**Recorded data**:
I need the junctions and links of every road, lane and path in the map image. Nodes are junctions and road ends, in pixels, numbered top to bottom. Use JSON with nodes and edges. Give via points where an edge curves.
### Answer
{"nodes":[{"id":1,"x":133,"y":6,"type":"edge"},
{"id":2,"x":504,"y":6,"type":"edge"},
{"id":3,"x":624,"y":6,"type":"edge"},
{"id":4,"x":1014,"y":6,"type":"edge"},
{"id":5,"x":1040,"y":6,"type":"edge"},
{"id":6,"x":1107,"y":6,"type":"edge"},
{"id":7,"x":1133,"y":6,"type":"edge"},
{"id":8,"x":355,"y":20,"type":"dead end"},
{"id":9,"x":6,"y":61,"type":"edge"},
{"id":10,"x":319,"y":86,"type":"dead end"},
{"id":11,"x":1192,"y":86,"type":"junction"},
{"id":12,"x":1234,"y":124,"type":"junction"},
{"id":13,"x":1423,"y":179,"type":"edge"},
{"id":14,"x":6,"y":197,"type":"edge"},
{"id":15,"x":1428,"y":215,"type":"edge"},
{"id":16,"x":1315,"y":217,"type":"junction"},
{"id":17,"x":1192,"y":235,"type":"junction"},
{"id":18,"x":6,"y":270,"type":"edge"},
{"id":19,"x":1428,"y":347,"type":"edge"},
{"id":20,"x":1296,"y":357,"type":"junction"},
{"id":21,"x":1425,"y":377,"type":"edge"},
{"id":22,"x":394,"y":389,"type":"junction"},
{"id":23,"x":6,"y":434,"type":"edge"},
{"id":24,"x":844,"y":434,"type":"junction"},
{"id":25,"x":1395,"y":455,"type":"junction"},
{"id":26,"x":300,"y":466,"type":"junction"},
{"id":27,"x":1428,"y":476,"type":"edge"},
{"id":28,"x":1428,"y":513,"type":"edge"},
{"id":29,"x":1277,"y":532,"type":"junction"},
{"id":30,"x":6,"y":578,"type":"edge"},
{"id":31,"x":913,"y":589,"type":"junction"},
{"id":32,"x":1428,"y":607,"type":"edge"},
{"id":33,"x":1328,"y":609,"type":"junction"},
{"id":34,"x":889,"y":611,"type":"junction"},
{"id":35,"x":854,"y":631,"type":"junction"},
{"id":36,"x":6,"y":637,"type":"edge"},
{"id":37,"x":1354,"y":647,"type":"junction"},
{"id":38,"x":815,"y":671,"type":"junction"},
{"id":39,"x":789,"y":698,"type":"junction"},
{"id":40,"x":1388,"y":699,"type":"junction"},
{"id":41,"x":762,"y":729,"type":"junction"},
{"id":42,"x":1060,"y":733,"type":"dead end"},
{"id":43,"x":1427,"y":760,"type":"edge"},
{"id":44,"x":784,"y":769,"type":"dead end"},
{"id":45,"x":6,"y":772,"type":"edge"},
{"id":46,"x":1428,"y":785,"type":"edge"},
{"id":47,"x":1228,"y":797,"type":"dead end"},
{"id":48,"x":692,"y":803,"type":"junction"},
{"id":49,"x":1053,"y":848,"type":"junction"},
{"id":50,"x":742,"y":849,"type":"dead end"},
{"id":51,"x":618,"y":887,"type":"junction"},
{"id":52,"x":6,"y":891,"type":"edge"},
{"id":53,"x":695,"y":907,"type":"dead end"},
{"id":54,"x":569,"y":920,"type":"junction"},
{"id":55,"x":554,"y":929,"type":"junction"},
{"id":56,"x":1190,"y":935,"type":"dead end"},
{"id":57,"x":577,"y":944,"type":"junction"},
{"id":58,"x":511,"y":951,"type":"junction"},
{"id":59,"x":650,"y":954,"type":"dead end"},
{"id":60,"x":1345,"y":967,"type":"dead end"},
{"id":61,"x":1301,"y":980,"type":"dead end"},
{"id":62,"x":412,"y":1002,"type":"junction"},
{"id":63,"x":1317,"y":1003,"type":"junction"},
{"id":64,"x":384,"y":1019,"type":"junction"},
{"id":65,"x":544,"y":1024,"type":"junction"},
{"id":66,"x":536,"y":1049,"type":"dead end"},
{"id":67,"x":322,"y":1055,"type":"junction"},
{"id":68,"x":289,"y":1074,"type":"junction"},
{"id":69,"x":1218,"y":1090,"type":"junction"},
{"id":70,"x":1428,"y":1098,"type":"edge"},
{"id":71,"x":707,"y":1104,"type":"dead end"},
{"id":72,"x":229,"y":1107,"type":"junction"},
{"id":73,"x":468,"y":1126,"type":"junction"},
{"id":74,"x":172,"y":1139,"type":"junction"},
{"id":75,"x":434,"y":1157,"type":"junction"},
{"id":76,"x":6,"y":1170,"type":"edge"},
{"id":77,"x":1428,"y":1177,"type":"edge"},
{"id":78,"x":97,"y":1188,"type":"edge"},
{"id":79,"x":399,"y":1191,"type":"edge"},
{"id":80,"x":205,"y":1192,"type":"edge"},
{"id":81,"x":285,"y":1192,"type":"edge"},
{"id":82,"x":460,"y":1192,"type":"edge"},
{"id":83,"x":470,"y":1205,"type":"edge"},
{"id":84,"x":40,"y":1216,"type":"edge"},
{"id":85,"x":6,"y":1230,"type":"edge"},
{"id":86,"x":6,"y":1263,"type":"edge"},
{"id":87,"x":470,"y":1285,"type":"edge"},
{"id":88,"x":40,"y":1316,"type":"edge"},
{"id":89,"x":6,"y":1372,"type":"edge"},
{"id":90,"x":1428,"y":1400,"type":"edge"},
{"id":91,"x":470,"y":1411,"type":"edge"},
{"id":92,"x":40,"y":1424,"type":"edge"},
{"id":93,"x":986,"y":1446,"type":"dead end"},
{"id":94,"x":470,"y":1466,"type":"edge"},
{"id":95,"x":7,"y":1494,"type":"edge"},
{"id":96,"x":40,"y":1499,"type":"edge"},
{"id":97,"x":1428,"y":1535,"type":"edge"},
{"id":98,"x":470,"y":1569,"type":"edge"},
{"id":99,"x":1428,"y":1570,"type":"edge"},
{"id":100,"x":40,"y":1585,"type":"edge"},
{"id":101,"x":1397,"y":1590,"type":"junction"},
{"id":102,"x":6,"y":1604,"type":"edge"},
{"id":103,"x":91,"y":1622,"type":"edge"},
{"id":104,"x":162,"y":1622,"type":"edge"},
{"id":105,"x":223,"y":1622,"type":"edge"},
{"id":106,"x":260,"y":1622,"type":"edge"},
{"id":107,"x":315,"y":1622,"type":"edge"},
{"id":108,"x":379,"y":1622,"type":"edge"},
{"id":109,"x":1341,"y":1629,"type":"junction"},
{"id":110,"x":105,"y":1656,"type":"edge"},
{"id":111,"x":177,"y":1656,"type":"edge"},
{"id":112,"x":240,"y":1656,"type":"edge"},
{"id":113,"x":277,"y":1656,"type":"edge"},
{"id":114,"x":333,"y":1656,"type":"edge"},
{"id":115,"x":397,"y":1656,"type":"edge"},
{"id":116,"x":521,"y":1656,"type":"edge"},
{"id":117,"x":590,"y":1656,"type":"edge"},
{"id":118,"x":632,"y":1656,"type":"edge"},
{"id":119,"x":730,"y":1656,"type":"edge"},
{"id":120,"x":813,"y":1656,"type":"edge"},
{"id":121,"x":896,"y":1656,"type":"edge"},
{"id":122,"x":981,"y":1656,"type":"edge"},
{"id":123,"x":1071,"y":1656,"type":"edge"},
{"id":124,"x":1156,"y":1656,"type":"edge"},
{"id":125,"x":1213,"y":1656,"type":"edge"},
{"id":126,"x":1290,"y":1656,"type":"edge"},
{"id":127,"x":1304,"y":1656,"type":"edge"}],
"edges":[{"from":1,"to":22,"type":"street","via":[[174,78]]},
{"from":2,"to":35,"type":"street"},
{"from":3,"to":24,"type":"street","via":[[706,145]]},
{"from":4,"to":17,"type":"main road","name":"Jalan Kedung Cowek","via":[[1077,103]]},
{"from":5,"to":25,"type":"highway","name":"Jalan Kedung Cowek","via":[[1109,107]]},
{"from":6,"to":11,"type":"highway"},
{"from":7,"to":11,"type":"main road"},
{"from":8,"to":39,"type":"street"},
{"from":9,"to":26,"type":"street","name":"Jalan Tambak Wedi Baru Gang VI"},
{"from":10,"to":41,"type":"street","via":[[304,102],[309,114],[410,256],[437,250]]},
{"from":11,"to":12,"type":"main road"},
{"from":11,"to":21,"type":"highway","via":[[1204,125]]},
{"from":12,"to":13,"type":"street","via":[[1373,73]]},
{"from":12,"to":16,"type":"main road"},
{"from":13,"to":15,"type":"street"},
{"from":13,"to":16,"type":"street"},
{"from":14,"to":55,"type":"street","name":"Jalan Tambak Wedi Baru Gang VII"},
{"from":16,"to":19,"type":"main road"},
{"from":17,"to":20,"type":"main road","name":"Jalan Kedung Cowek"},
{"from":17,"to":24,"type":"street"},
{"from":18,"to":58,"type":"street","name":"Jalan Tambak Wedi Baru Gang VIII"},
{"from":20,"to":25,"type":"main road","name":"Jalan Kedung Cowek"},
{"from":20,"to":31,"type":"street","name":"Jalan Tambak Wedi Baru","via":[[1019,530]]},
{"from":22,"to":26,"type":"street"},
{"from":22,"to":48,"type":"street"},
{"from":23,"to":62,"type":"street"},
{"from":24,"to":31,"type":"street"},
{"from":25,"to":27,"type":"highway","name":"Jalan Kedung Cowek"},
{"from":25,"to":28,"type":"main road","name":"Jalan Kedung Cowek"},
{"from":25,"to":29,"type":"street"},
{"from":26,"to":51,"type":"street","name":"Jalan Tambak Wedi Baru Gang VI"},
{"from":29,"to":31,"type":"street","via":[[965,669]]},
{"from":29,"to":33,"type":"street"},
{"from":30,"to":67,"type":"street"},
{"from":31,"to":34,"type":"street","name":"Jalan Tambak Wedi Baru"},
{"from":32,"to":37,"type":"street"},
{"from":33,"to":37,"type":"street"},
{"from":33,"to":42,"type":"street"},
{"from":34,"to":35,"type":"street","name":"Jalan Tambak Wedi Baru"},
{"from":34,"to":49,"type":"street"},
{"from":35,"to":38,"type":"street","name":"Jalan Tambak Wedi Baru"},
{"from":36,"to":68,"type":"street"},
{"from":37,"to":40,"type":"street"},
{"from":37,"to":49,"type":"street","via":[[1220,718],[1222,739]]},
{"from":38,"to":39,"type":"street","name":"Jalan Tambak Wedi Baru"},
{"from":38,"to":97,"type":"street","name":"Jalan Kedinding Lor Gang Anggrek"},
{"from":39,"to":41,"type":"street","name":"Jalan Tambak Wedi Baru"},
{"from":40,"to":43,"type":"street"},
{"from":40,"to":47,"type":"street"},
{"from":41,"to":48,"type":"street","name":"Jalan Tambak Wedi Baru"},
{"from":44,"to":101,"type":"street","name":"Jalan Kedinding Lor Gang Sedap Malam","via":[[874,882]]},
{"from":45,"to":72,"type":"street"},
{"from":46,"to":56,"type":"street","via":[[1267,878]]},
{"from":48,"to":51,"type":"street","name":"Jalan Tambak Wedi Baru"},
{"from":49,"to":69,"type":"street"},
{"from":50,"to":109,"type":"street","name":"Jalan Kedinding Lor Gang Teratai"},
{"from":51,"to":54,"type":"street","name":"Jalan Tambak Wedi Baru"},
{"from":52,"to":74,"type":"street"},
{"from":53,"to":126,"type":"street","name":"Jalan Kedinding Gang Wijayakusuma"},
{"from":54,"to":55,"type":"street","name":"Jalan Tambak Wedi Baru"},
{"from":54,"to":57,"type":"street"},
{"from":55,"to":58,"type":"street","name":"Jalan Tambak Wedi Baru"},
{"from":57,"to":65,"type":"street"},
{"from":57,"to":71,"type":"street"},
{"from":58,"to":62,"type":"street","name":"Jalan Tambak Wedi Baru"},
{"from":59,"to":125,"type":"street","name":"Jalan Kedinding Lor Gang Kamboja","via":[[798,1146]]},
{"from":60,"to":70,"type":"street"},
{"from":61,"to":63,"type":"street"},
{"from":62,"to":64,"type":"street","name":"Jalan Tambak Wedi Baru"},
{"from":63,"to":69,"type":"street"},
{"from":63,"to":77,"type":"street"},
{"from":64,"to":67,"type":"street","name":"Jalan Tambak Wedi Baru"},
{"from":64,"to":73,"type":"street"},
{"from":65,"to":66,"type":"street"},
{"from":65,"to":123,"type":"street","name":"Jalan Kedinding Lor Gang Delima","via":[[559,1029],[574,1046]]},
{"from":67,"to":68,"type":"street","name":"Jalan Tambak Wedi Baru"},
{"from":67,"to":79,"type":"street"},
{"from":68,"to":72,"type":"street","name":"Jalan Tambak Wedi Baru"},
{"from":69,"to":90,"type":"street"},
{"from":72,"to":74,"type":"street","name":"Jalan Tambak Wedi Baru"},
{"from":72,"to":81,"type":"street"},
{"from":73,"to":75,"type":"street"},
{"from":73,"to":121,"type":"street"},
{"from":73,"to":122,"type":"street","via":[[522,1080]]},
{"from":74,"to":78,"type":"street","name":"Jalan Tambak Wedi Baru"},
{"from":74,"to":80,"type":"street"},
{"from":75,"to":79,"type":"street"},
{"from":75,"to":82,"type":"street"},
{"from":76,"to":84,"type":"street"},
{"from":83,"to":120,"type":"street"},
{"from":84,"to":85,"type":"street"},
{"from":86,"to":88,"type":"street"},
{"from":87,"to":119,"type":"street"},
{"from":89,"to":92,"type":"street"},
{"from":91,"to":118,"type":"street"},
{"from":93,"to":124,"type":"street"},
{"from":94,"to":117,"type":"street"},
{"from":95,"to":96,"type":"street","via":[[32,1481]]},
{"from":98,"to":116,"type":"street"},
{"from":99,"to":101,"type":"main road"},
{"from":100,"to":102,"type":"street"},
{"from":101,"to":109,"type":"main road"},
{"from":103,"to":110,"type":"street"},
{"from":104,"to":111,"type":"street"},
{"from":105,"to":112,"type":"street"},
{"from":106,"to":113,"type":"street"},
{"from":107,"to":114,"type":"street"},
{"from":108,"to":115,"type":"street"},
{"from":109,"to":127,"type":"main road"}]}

**What to do**:
Check every line of the entries above, and copy those that carry the string "Kedinding".

**Written response**:
{"from":38,"to":97,"type":"street","name":"Jalan Kedinding Lor Gang Anggrek"},
{"from":44,"to":101,"type":"street","name":"Jalan Kedinding Lor Gang Sedap Malam","via":[[874,882]]},
{"from":50,"to":109,"type":"street","name":"Jalan Kedinding Lor Gang Teratai"},
{"from":53,"to":126,"type":"street","name":"Jalan Kedinding Gang Wijayakusuma"},
{"from":59,"to":125,"type":"street","name":"Jalan Kedinding Lor Gang Kamboja","via":[[798,1146]]},
{"from":65,"to":123,"type":"street","name":"Jalan Kedinding Lor Gang Delima","via":[[559,1029],[574,1046]]},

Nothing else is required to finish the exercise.